The tenants' association and Baram Original Advertising had signed a 12-month agreement with an extension option in 2002. In practice the ads were to stay on the building for 52 months. Throughout that whole time, they covered the tenant's windows, he claimed before Tel Aviv District Court Judge Mordehai Ben-Haim.

The plaintiff also claimed that the renovation could have been finished in less time than the 10 months it took.

In its defense, the association argued that the building had been neglected. Its facade needed to be fixed up and the revenue from the advertising agency had covered the cost. The works took longer than expected because the dilapidation of the building had been more advanced than originally estimated, the group claimed.

As for the advertisements, they had been installed on a network of ventilators that transmitted the equivalent of 70% of the air and light the apartments would have received if the ads hadn't been there, the committee said.

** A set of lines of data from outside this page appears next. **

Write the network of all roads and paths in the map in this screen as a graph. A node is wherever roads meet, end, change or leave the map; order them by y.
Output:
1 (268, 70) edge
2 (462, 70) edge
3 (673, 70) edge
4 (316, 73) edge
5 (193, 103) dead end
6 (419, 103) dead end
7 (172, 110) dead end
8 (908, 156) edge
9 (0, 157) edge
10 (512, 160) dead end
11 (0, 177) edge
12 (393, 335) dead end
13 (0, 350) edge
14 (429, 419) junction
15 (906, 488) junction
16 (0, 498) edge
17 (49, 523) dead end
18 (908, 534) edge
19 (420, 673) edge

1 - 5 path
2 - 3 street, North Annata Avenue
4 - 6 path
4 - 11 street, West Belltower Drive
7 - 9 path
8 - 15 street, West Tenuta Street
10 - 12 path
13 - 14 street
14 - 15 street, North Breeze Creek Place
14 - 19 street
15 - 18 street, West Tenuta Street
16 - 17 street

Ben-Haim found for the plaintiff, though only partially. He decided that the renovation works could have been done in 12 months.

"One can't ignore the protracted nuisance in that much of the air and light, and the view, was blocked by the advertisement nets from the plaintiff's apartment," he wrote.

The reason the ads stayed on the building so long is because the renovations dragged on and on - which was because of the tenants' association's desire to have the ad agency pay the bill for the works, the judge said.

However, he rejected the original claim of NIS 250,000 as excessive and ruled that the association pay the tenant NIS 30,000, plus NIS 5,000 in legal costs.